====== PROVIDED DATA ======

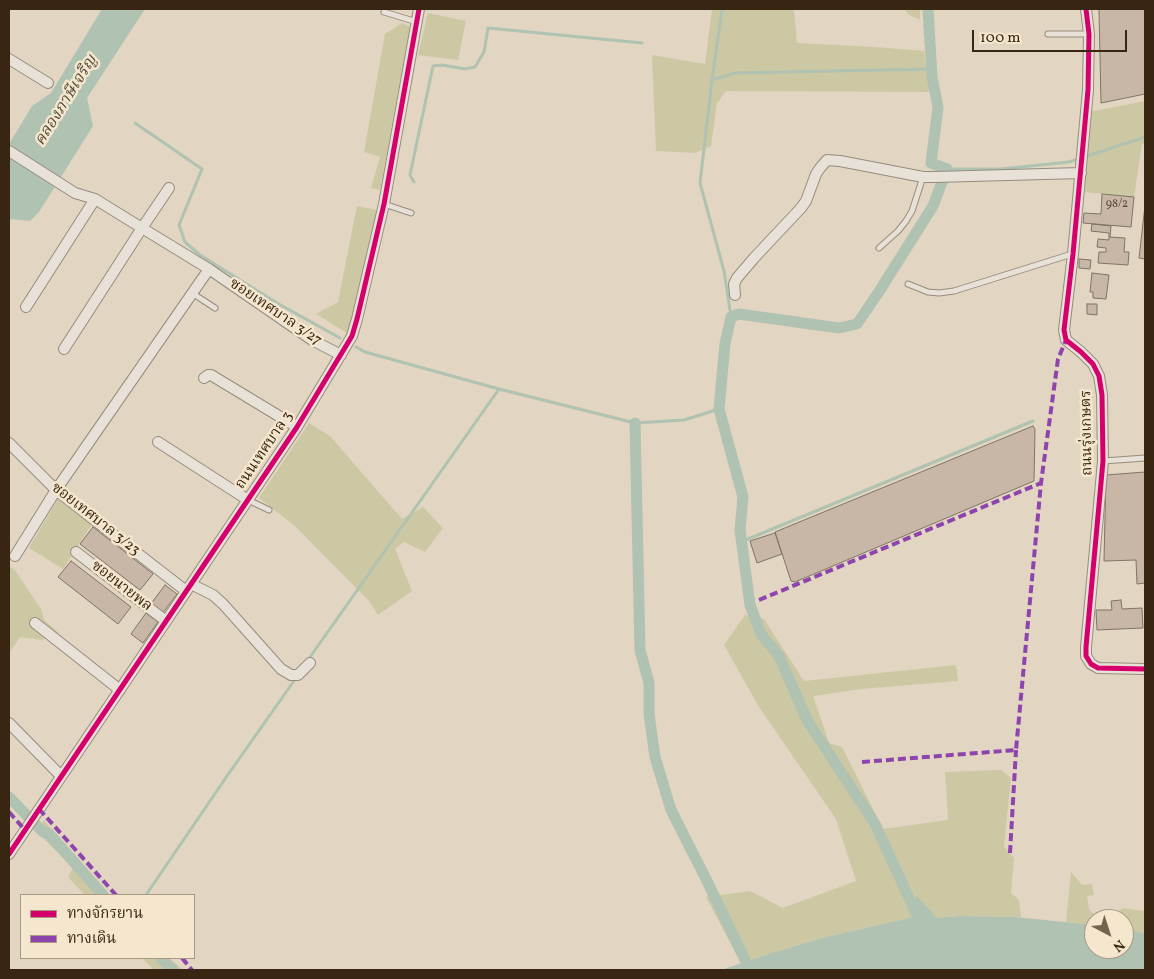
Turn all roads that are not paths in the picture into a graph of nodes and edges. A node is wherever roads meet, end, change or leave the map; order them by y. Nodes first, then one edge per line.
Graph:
1 (419, 9) edge
2 (1086, 9) edge
3 (384, 12) dead end
4 (417, 22) junction
5 (1048, 34) dead end
6 (1089, 34) junction
7 (9, 59) edge
8 (48, 83) dead end
9 (9, 151) edge
10 (1081, 173) junction
11 (923, 177) junction
12 (169, 188) dead end
13 (95, 199) junction
14 (384, 204) junction
15 (411, 213) dead end
16 (142, 228) junction
17 (879, 248) dead end
18 (1073, 254) junction
19 (209, 269) junction
20 (908, 284) dead end
21 (192, 293) junction
22 (735, 295) dead end
23 (26, 307) dead end
24 (215, 308) dead end
25 (64, 349) dead end
26 (341, 355) junction
27 (204, 378) dead end
28 (297, 427) junction
29 (158, 442) dead end
30 (11, 449) edge
31 (1145, 458) edge
32 (1103, 461) junction
33 (56, 490) junction
34 (248, 500) junction
35 (269, 510) dead end
36 (76, 552) dead end
37 (15, 556) dead end
38 (189, 587) junction
39 (166, 621) junction
40 (35, 622) dead end
41 (310, 663) dead end
42 (1145, 669) edge
43 (120, 690) junction
44 (9, 722) edge
45 (61, 776) junction
46 (9, 854) edge

1 - 4 street, ถนนเทศบาล 3
2 - 6 street, ถนนรุ่งเกษตร
3 - 4 lane
4 - 14 street, ถนนเทศบาล 3
5 - 6 lane
6 - 10 street, ถนนรุ่งเกษตร
7 - 8 street
9 - 13 street, ซอยเทศบาล 3/27
10 - 11 street
10 - 18 street, ถนนรุ่งเกษตร
11 - 17 lane
11 - 22 street
12 - 16 street
13 - 16 street, ซอยเทศบาล 3/27
13 - 23 street
14 - 15 lane
14 - 26 street, ถนนเทศบาล 3
16 - 19 street, ซอยเทศบาล 3/27
16 - 25 street
18 - 20 lane
18 - 32 street, ถนนรุ่งเกษตร
19 - 21 street
19 - 26 street, ซอยเทศบาล 3/27
21 - 24 lane
21 - 33 street
26 - 28 street, ถนนเทศบาล 3
27 - 28 street
28 - 34 street, ถนนเทศบาล 3
29 - 34 street
30 - 33 street, ซอยเทศบาล 3/23
31 - 32 lane
32 - 42 street, ถนนรุ่งเกษตร
33 - 37 street
33 - 38 street, ซอยเทศบาล 3/23
34 - 35 lane
34 - 38 street, ถนนเทศบาล 3
36 - 39 street, ซอยนายพล
38 - 39 street, ถนนเทศบาล 3
38 - 41 street, ซอยเทศบาล 3/23
39 - 43 street, ถนนเทศบาล 3
40 - 43 street
43 - 45 street, ถนนเทศบาล 3
44 - 45 street
45 - 46 street, ถนนเทศบาล 3

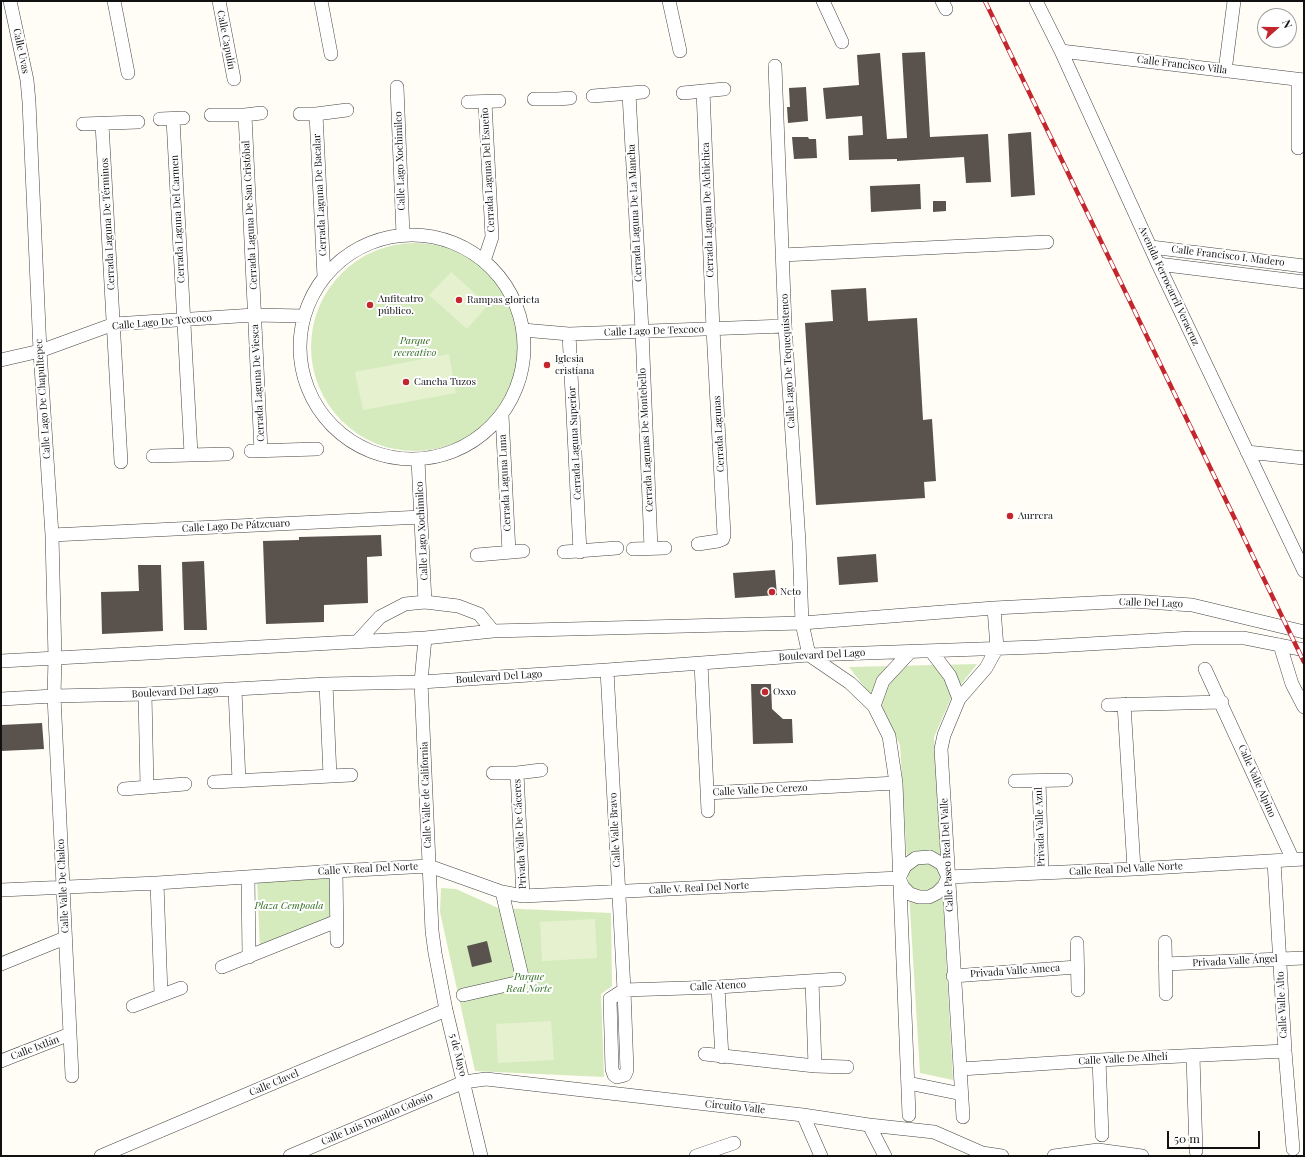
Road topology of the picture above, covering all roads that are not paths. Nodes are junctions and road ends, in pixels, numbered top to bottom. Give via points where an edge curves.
1 (10, 1) edge
2 (114, 1) edge
3 (219, 1) edge
4 (321, 1) edge
5 (669, 1) edge
6 (823, 1) edge
7 (1036, 1) edge
8 (1234, 1) edge
9 (842, 42) dead end
10 (680, 51) dead end
11 (1061, 51) junction
12 (331, 54) dead end
13 (775, 66) dead end
14 (1225, 71) junction
15 (128, 73) dead end
16 (234, 79) dead end
17 (1301, 80) edge
18 (397, 87) dead end
19 (724, 90) dead end
20 (703, 91) junction
21 (643, 92) dead end
22 (683, 92) dead end
23 (629, 94) junction
24 (592, 96) dead end
25 (570, 98) dead end
26 (534, 99) dead end
27 (499, 101) dead end
28 (29, 102) joint
29 (468, 102) dead end
30 (485, 102) junction
31 (348, 110) dead end
32 (261, 113) dead end
33 (300, 114) dead end
34 (316, 114) junction
35 (211, 115) dead end
36 (245, 115) junction
37 (172, 119) dead end
38 (138, 122) dead end
39 (83, 124) dead end
40 (102, 124) junction
41 (1298, 148) dead end
42 (403, 235) junction
43 (1047, 242) dead end
44 (1151, 247) junction
45 (782, 255) junction
46 (484, 261) junction
47 (1158, 264) junction
48 (1304, 266) edge
49 (324, 277) junction
50 (1304, 282) edge
51 (254, 315) junction
52 (304, 316) junction
53 (184, 320) junction
54 (114, 324) junction
55 (785, 326) junction
56 (713, 329) junction
57 (523, 330) junction
58 (642, 331) junction
59 (569, 334) junction
60 (40, 351) junction
61 (1, 360) edge
62 (502, 415) junction
63 (317, 448) dead end
64 (1247, 452) junction
65 (191, 454) junction
66 (227, 454) dead end
67 (153, 456) dead end
68 (1304, 458) edge
69 (418, 460) junction
70 (121, 462) dead end
71 (420, 517) junction
72 (52, 534) junction
73 (698, 544) dead end
74 (617, 548) dead end
75 (651, 548) junction
76 (665, 548) dead end
77 (633, 549) dead end
78 (523, 551) dead end
79 (509, 552) junction
80 (564, 552) dead end
81 (580, 552) junction
82 (476, 554) dead end
83 (1304, 571) edge
84 (425, 602) junction
85 (994, 608) junction
86 (1246, 618) junction
87 (802, 623) junction
88 (493, 631) junction
89 (1304, 632) edge
90 (425, 638) junction
91 (1244, 638) junction
92 (358, 641) junction
93 (1280, 645) junction
94 (996, 648) junction
95 (1304, 650) edge
96 (931, 651) junction
97 (910, 652) junction
98 (808, 655) junction
99 (55, 658) junction
100 (1, 661) edge
101 (701, 663) junction
102 (1205, 669) dead end
103 (607, 670) junction
104 (421, 682) junction
105 (326, 684) junction
106 (235, 690) junction
107 (145, 694) junction
108 (54, 696) junction
109 (959, 699) junction
110 (1, 700) edge
111 (1222, 702) junction
112 (1124, 704) junction
113 (1108, 705) dead end
114 (874, 706) junction
115 (1304, 708) edge
116 (541, 770) dead end
117 (493, 773) dead end
118 (517, 773) junction
119 (351, 775) dead end
120 (330, 776) junction
121 (1066, 780) dead end
122 (239, 781) junction
123 (1015, 781) dead end
124 (1039, 781) junction
125 (214, 782) dead end
126 (896, 783) junction
127 (185, 784) dead end
128 (148, 787) junction
129 (124, 789) dead end
130 (707, 794) junction
131 (708, 811) dead end
132 (1298, 859) edge
133 (1274, 861) junction
134 (429, 866) junction
135 (1134, 869) junction
136 (336, 871) junction
137 (1042, 873) junction
138 (948, 876) junction
139 (248, 877) junction
140 (899, 878) junction
141 (157, 883) junction
142 (63, 886) junction
143 (1, 890) edge
144 (502, 892) junction
145 (618, 892) junction
146 (523, 896) junction
147 (337, 921) junction
148 (65, 938) junction
149 (337, 941) dead end
150 (1077, 942) dead end
151 (1164, 942) dead end
152 (435, 953) joint
153 (249, 957) junction
154 (1304, 958) edge
155 (1280, 959) junction
156 (1, 964) edge
157 (1165, 964) junction
158 (222, 967) dead end
159 (1077, 967) junction
160 (953, 976) junction
161 (839, 979) dead end
162 (812, 981) junction
163 (718, 987) junction
164 (181, 988) dead end
165 (624, 990) junction
166 (1078, 990) dead end
167 (161, 994) junction
168 (1166, 994) dead end
169 (463, 995) dead end
170 (133, 1006) dead end
171 (446, 1010) junction
172 (70, 1034) junction
173 (1285, 1051) junction
174 (705, 1054) dead end
175 (722, 1056) junction
176 (1193, 1056) junction
177 (1099, 1060) junction
178 (1, 1061) edge
179 (815, 1066) junction
180 (847, 1067) dead end
181 (961, 1069) junction
182 (72, 1076) dead end
183 (464, 1082) junction
184 (908, 1083) junction
185 (962, 1094) junction
186 (803, 1115) junction
187 (909, 1115) dead end
188 (963, 1117) dead end
189 (869, 1125) junction
190 (934, 1132) junction
191 (1102, 1135) dead end
192 (734, 1143) dead end
193 (1294, 1149) dead end
194 (1196, 1151) dead end
195 (1099, 1153) edge
196 (983, 1154) edge
197 (101, 1156) edge
198 (290, 1156) edge
199 (481, 1156) edge
200 (696, 1156) edge
201 (821, 1156) edge
202 (885, 1156) edge
203 (964, 1156) edge
204 (1002, 1156) edge
205 (1054, 1156) edge
206 (1142, 1156) edge

1 - 28 street, Calle Uvas via 27,80
2 - 15 street
3 - 16 street, Calle Capulín
4 - 12 street
5 - 10 street
6 - 9 street
7 - 11 street, Avenida Ferrocarril Veracruz
8 - 14 street
11 - 14 street, Calle Francisco Villa
11 - 44 street, Avenida Ferrocarril Veracruz
13 - 45 street, Calle Lago De Tequequistenco
14 - 17 street, Calle Francisco Villa
17 - 41 street
18 - 42 street, Calle Lago Xochimilco
19 - 20 street
20 - 22 street
20 - 56 street, Cerrada Laguna De Alchichica
21 - 23 street
23 - 24 street
23 - 58 street, Cerrada Laguna De La Mancha
25 - 26 street
27 - 30 street, Cerrada Laguna Del Esueño
28 - 60 street, Calle Lago De Chapultepec
29 - 30 street, Cerrada Laguna Del Esueño
30 - 46 street, Cerrada Laguna Del Esueño via 492,237
31 - 34 street
32 - 36 street
33 - 34 street
34 - 49 street, Cerrada Laguna De Bacalar
35 - 36 street
36 - 51 street, Cerrada Laguna De San Cristóbal
37 - 53 street, Cerrada Laguna Del Carmen
38 - 40 street
39 - 40 street
40 - 54 street, Cerrada Laguna De Términos
42 - 46 street via 432,237 460,246
42 - 49 street via 373,241 346,256
43 - 45 street
44 - 47 street, Avenida Ferrocarril Veracruz
44 - 48 street, Calle Francisco I. Madero
45 - 55 street, Calle Lago De Tequequistenco
46 - 57 street via 502,281 516,304
47 - 50 street, Calle Francisco I. Madero
47 - 64 street, Avenida Ferrocarril Veracruz
49 - 52 street via 312,295
51 - 52 street, Calle Lago De Texcoco
51 - 53 street, Calle Lago De Texcoco
51 - 63 street, Cerrada Laguna De Viesca via 256,451
52 - 69 street via 299,342 302,369 310,395 324,418 343,437 366,450 392,458
53 - 54 street, Calle Lago De Texcoco
53 - 65 street, Cerrada Laguna Del Carmen
54 - 60 street, Calle Lago De Texcoco
54 - 70 street, Cerrada Laguna De Términos
55 - 56 street, Calle Lago De Texcoco
55 - 87 street, Calle Lago De Tequequistenco
56 - 58 street, Calle Lago De Texcoco
56 - 73 street, Cerrada Lagunas via 724,535 718,542
57 - 59 street, Calle Lago De Texcoco
57 - 62 street via 524,357 518,384
58 - 59 street, Calle Lago De Texcoco
58 - 75 street, Cerrada Lagunas De Montebello
59 - 81 street, Cerrada Laguna Superior
60 - 61 street, Calle Lago De Texcoco
60 - 72 street, Calle Lago De Chapultepec
62 - 69 street via 469,445 445,456
62 - 79 street, Cerrada Laguna Luna
64 - 68 street
64 - 83 street, Avenida Ferrocarril Veracruz
65 - 66 street
65 - 67 street
69 - 71 street, Calle Lago Xochimilco
71 - 72 street, Calle Lago De Pátzcuaro
71 - 84 street, Calle Lago Xochimilco
72 - 99 street, Calle Lago De Chapultepec
74 - 81 street
75 - 76 street
75 - 77 street
78 - 79 street
79 - 82 street
80 - 81 street
84 - 88 street via 458,606 479,614
84 - 92 street via 405,604 380,617
85 - 86 street, Calle Del Lago via 1131,601 1192,605
85 - 87 street
85 - 94 street, Calle Paseo Real Del Valle
86 - 89 street, Calle Del Lago
86 - 91 street
87 - 88 street
87 - 98 street, Calle Lago De Tequequistenco
88 - 90 street
90 - 92 street
90 - 104 street, Calle Valle de California
91 - 93 street
91 - 94 street via 1192,638
92 - 99 street
93 - 95 street
93 - 115 street via 1292,684
94 - 96 street, Boulevard Del Lago
94 - 109 street, Calle Paseo Real Del Valle via 986,668
96 - 97 street, Boulevard Del Lago
96 - 109 street via 950,676
97 - 98 street, Boulevard Del Lago
97 - 114 street via 883,681
98 - 101 street, Boulevard Del Lago
98 - 114 street via 850,683
99 - 100 street
99 - 108 street, Calle Lago De Chapultepec
101 - 103 street, Boulevard Del Lago
101 - 130 street, Calle Valle De Cerezo
102 - 111 street, Calle Valle Alpino
103 - 104 street, Boulevard Del Lago
103 - 145 street, Calle Valle Bravo
104 - 105 street, Boulevard Del Lago
104 - 134 street, Calle Valle de California
105 - 106 street, Boulevard Del Lago
105 - 120 street
106 - 107 street, Boulevard Del Lago
106 - 122 street
107 - 108 street, Boulevard Del Lago
107 - 128 street
108 - 110 street, Boulevard Del Lago
108 - 142 street, Calle Valle De Chalco
109 - 138 street, Calle Paseo Real Del Valle via 941,749
111 - 112 street
111 - 132 street, Calle Valle Alpino
112 - 113 street
112 - 135 street
114 - 126 street via 889,736
116 - 118 street, Privada Valle De Cáceres
117 - 118 street, Privada Valle De Cáceres
118 - 146 street, Privada Valle De Cáceres
119 - 120 street
120 - 122 street
121 - 124 street, Privada Valle Azul
122 - 125 street
123 - 124 street, Privada Valle Azul
124 - 137 street, Privada Valle Azul
126 - 130 street, Calle Valle De Cerezo
126 - 140 street
127 - 128 street
128 - 129 street
130 - 131 street
132 - 133 street, Calle Real Del Valle Norte
133 - 135 street, Calle Real Del Valle Norte
133 - 155 street, Calle Valle Alto
134 - 136 street, Calle V. Real Del Norte
134 - 144 street, Calle V. Real Del Norte
134 - 152 street, Calle Valle de California
135 - 137 street, Calle Real Del Valle Norte
136 - 139 street, Calle V. Real Del Norte
136 - 147 street
137 - 138 street, Calle Real Del Valle Norte
138 - 140 street via 942,864 930,857 916,858 904,866
138 - 140 street via 944,886 929,897 910,894 902,887
138 - 160 street, Calle Paseo Real Del Valle
139 - 141 street, Calle V. Real Del Norte
139 - 153 street
140 - 145 street, Calle V. Real Del Norte
140 - 184 street
141 - 142 street, Calle V. Real Del Norte
141 - 167 street
142 - 143 street, Calle V. Real Del Norte
142 - 148 street, Calle Valle De Chalco
144 - 146 street, Calle V. Real Del Norte
144 - 169 street via 522,976 520,982
145 - 146 street, Calle V. Real Del Norte
145 - 165 street, Calle Valle Bravo
147 - 149 street
147 - 153 street
148 - 156 street
148 - 172 street, Calle Valle De Chalco
150 - 159 street
151 - 157 street
152 - 171 street, 5 de Mayo
153 - 158 street
154 - 155 street, Privada Valle Ángel
155 - 157 street, Privada Valle Ángel
155 - 173 street, Calle Valle Alto
157 - 168 street
159 - 160 street, Privada Valle Ameca
159 - 166 street
160 - 181 street, Calle Paseo Real Del Valle
161 - 162 street, Calle Atenco
162 - 163 street, Calle Atenco
162 - 179 street
163 - 165 street, Calle Atenco
163 - 175 street
164 - 167 street
165 - 165 street, Calle Valle Bravo via 610,999 612,1069 617,1077 625,1075 627,1070
167 - 170 street
171 - 183 street, 5 de Mayo
171 - 197 street, Calle Clavel
172 - 178 street, Calle Ixtlán
172 - 182 street, Calle Valle De Chalco
173 - 176 street, Calle Valle De Alhelí
173 - 193 street, Calle Valle Alto
174 - 175 street
175 - 179 street
176 - 177 street, Calle Valle De Alhelí
176 - 194 street
177 - 181 street, Calle Valle De Alhelí
177 - 191 street
179 - 180 street
181 - 185 street, Calle Paseo Real Del Valle
183 - 186 street, Circuito Valle via 486,1079
183 - 198 street, Calle Luis Donaldo Colosio
183 - 199 street, 5 de Mayo
184 - 185 street
184 - 187 street
185 - 188 street, Calle Paseo Real Del Valle
186 - 189 street, Circuito Valle
186 - 201 street
189 - 190 street, Circuito Valle
189 - 202 street
190 - 196 street, Circuito Valle
190 - 203 street
192 - 200 street
195 - 205 street
195 - 206 street
196 - 204 street, Circuito Valle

======

**TASK DESCRIPTION**
Show all lines above that contain "Villa".

**ANSWER TO THIS PROBLEM**
11 - 14 street, Calle Francisco Villa
14 - 17 street, Calle Francisco Villa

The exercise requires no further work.